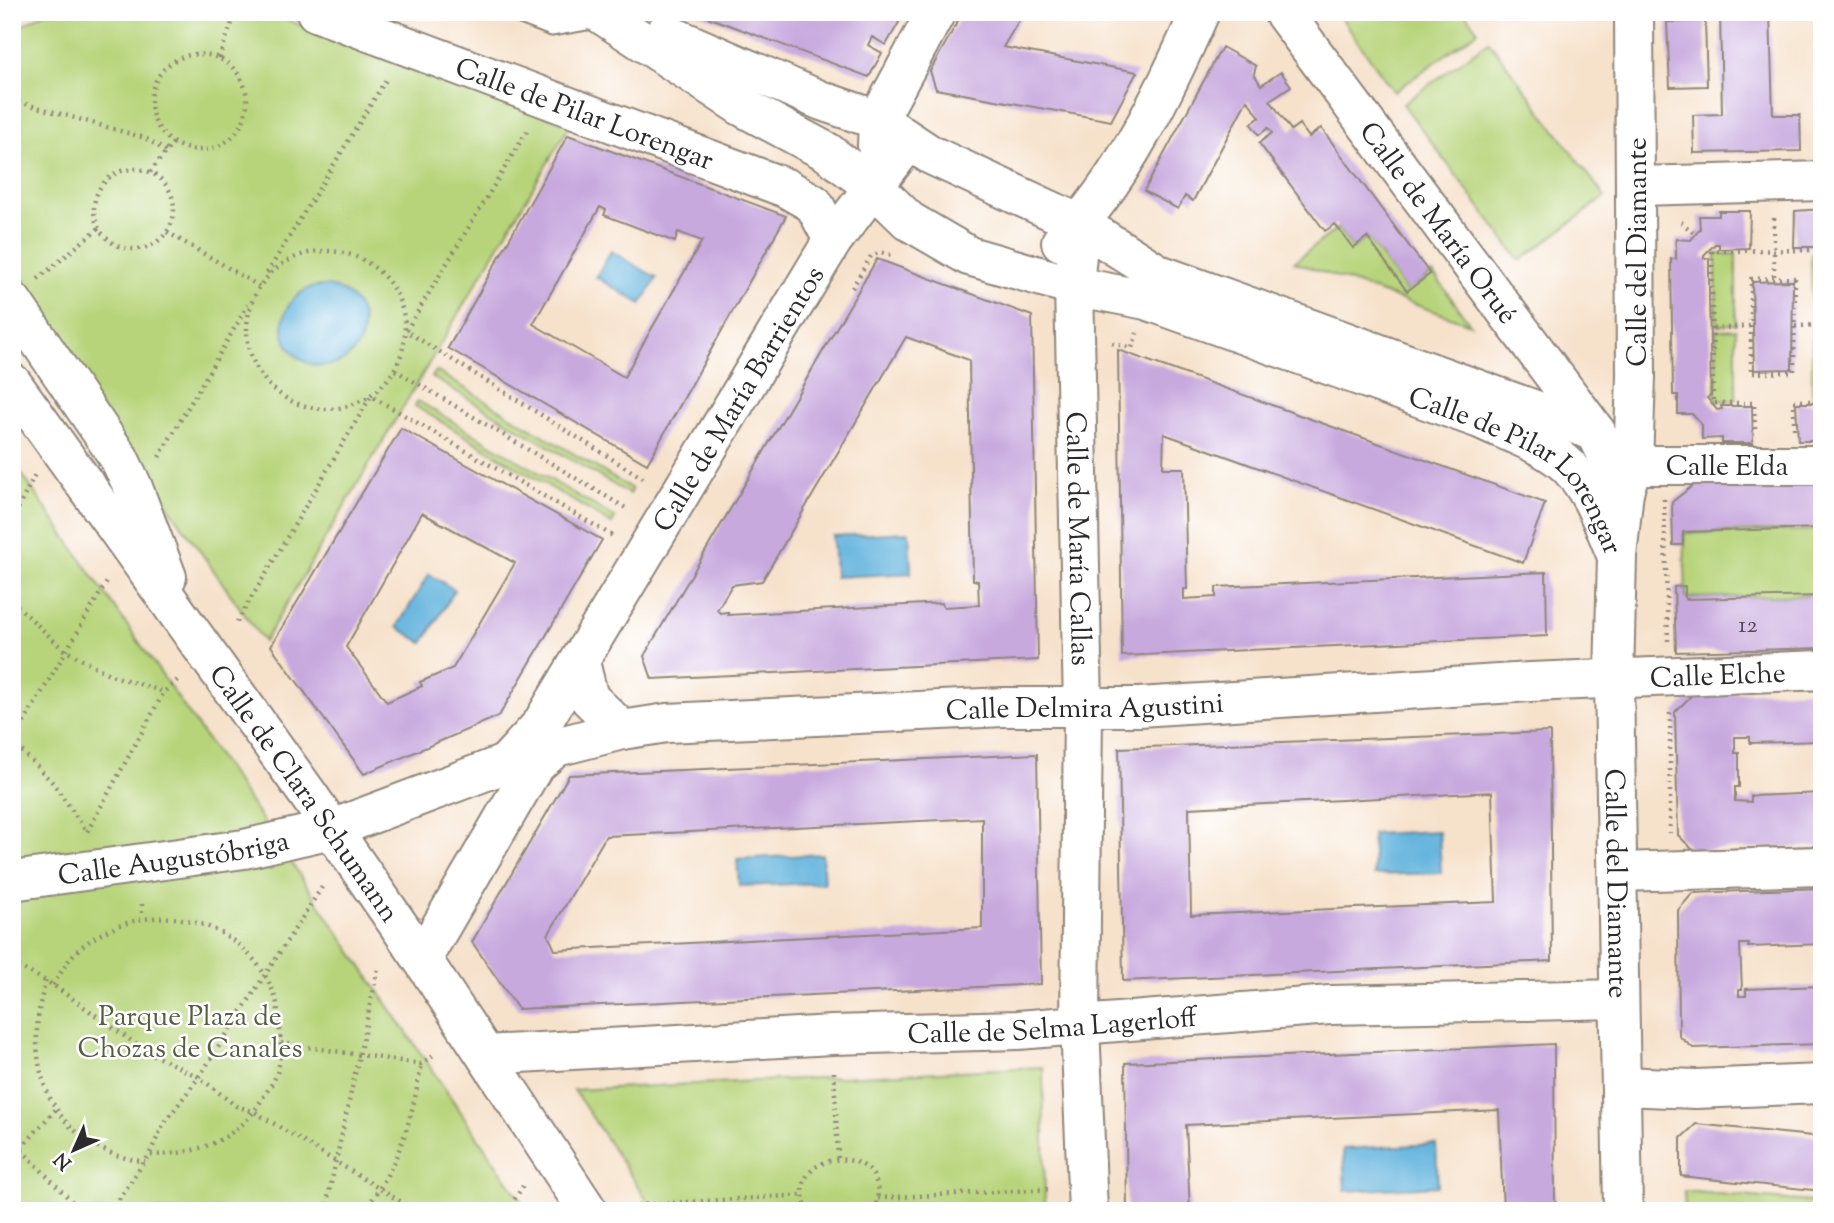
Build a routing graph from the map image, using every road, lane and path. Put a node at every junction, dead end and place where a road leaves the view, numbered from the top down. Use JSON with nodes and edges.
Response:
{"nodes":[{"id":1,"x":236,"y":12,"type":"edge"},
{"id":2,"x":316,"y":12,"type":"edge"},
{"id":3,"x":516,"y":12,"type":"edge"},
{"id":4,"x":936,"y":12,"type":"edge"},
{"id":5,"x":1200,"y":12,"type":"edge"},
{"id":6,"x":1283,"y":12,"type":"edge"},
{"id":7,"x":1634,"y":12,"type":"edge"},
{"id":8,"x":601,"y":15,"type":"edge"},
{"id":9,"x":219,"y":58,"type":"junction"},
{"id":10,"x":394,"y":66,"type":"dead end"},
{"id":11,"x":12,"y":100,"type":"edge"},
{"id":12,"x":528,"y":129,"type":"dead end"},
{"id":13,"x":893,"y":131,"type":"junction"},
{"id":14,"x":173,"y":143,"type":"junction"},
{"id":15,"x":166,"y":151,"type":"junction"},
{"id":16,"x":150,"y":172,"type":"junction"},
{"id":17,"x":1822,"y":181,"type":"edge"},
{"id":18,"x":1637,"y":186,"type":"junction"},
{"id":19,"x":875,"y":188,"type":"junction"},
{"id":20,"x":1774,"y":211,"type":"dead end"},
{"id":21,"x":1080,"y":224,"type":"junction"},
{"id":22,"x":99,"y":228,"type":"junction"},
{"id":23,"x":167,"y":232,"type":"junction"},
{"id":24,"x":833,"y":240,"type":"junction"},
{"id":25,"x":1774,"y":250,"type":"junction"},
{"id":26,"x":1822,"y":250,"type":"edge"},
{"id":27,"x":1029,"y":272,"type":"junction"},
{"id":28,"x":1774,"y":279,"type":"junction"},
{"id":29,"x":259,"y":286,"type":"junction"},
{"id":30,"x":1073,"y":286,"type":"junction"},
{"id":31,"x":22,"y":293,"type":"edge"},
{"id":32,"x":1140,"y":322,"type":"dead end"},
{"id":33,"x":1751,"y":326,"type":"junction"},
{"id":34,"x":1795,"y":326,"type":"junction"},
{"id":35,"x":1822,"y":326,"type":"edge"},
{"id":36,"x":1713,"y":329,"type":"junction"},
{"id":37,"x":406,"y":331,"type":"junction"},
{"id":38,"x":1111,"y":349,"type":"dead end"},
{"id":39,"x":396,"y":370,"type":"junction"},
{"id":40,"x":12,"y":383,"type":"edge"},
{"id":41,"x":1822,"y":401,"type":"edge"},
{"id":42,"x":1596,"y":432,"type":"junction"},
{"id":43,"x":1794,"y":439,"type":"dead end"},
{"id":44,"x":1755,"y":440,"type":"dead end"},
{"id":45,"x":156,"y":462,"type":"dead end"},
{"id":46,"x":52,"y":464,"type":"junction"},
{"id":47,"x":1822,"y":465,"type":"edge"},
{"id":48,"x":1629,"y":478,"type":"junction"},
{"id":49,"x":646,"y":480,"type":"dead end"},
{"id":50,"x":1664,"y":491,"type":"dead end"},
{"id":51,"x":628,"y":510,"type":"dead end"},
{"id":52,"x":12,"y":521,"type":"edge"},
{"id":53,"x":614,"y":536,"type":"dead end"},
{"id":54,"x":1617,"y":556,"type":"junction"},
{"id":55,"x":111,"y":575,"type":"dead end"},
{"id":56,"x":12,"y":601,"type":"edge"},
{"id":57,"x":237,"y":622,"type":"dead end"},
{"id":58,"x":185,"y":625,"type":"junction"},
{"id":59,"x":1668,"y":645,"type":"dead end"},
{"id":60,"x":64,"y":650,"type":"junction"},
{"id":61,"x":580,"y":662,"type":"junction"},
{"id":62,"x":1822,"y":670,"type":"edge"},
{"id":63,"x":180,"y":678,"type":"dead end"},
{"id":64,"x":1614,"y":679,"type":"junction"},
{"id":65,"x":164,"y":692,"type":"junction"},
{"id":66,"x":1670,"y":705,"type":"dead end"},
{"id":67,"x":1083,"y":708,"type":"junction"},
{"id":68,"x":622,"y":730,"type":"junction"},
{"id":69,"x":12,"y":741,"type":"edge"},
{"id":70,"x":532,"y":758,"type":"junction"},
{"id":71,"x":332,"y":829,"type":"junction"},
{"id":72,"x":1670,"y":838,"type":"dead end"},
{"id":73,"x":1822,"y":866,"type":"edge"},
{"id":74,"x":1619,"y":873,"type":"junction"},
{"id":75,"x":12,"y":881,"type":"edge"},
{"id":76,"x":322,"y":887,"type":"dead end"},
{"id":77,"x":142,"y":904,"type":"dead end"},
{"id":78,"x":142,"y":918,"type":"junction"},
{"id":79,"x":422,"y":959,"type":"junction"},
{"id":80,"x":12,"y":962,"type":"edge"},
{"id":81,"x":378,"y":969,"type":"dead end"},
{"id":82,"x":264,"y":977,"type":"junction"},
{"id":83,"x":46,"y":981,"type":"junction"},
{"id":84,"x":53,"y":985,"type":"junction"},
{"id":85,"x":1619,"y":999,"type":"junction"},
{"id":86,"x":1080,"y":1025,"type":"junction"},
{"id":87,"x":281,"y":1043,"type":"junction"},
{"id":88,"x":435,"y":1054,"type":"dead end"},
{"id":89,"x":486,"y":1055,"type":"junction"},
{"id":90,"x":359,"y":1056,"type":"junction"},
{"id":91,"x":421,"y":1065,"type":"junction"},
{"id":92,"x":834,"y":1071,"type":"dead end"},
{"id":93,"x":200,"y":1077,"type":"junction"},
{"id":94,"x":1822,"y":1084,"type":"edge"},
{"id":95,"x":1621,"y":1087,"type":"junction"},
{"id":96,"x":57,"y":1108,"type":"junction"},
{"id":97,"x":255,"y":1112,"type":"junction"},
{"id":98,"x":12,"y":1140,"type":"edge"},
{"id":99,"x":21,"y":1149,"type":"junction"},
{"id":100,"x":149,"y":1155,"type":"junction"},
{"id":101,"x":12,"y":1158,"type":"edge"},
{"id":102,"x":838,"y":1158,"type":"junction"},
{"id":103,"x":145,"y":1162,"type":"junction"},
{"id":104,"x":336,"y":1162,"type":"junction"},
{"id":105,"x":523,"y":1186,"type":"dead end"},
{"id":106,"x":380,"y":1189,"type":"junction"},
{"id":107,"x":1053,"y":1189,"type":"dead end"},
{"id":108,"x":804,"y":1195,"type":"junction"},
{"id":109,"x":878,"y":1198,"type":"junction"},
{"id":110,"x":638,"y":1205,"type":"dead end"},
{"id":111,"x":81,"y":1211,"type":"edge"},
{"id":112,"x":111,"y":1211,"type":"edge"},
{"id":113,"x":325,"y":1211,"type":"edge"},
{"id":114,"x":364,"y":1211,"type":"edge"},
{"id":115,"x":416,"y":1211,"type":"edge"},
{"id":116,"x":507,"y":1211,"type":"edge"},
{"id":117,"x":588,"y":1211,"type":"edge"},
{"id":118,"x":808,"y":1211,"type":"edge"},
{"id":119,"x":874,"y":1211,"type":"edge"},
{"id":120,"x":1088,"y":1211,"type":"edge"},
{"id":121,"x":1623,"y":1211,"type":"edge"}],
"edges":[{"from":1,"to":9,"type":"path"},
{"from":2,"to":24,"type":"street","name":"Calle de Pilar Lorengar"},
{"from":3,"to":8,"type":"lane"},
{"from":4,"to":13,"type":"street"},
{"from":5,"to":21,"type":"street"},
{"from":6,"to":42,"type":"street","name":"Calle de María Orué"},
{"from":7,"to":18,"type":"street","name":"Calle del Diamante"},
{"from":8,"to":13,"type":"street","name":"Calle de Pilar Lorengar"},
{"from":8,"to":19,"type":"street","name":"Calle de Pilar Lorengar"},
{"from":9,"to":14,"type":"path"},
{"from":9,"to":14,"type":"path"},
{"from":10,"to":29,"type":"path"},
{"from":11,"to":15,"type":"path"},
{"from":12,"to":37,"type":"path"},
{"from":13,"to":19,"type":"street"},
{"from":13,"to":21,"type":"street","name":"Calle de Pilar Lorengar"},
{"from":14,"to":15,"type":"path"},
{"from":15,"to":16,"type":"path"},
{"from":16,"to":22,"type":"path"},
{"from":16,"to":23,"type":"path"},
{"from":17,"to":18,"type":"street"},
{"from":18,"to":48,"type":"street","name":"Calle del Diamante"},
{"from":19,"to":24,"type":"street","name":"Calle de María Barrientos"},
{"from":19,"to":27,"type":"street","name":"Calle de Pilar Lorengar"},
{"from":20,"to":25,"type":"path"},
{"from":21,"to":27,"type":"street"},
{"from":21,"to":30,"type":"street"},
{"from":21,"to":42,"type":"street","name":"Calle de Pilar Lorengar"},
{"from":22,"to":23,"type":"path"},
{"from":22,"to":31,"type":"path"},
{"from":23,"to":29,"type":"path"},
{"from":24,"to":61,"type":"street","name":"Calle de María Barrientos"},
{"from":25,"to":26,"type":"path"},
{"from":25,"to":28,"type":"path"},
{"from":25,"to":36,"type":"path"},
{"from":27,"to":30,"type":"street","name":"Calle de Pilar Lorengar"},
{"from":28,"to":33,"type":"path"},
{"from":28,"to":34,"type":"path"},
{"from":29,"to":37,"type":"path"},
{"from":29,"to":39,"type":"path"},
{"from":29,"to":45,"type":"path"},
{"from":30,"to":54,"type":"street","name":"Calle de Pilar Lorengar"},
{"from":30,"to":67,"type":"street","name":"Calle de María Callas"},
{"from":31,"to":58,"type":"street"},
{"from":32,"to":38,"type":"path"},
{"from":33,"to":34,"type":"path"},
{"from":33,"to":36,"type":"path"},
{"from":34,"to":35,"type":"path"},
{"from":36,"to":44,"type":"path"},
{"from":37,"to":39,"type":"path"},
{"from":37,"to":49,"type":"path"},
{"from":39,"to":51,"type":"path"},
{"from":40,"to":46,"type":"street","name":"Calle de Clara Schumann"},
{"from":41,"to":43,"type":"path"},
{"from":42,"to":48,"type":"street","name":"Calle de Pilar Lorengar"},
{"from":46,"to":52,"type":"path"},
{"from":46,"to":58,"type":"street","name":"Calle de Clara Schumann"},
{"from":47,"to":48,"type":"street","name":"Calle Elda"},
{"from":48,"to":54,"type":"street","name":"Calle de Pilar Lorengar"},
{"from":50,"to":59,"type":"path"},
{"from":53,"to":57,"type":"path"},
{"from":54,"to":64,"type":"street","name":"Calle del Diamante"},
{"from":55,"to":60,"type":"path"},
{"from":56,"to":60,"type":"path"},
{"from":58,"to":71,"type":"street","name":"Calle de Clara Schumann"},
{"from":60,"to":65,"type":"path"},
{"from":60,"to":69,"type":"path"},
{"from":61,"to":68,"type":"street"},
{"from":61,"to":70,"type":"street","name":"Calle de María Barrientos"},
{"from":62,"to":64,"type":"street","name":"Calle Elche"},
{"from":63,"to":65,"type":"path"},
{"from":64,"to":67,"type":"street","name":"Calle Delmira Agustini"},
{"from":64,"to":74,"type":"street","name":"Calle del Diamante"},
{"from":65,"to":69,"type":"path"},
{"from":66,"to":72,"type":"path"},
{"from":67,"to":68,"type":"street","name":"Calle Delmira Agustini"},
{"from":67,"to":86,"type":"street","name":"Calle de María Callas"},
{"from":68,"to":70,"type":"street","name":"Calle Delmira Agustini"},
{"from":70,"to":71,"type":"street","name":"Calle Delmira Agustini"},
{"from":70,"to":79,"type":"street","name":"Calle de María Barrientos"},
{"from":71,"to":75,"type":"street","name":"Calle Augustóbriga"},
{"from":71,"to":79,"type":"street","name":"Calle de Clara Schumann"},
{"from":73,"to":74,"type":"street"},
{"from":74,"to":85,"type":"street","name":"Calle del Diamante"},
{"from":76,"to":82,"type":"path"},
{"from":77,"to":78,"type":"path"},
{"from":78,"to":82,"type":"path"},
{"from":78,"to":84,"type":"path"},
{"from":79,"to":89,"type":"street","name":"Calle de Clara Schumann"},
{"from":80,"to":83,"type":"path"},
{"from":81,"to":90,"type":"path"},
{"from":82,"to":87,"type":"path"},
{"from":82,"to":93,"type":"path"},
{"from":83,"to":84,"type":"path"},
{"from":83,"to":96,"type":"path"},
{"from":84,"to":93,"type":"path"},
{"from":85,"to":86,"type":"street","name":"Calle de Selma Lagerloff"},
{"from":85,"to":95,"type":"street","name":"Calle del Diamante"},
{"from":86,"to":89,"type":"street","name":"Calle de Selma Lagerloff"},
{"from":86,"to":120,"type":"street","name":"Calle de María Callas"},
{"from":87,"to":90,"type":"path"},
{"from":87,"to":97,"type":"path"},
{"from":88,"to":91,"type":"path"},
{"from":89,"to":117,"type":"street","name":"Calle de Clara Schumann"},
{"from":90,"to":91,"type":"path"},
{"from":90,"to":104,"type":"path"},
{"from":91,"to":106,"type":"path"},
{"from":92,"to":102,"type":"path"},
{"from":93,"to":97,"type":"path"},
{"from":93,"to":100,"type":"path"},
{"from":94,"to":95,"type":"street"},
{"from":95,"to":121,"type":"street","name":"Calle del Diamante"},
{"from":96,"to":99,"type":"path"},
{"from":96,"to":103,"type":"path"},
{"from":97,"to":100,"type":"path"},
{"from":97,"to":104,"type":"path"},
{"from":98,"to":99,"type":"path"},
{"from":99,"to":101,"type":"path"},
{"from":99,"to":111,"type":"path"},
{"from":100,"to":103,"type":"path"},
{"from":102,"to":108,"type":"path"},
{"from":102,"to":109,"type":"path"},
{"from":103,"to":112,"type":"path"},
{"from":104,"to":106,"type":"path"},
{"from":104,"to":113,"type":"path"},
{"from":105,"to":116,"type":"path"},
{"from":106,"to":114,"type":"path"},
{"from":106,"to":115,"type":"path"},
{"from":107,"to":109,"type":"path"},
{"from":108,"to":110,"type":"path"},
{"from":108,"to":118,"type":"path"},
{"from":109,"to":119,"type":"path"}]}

____

Go through the listing above, and whenever a line holds the word "Delmira", copy it.

{"from":64,"to":67,"type":"street","name":"Calle Delmira Agustini"},
{"from":67,"to":68,"type":"street","name":"Calle Delmira Agustini"},
{"from":68,"to":70,"type":"street","name":"Calle Delmira Agustini"},
{"from":70,"to":71,"type":"street","name":"Calle Delmira Agustini"},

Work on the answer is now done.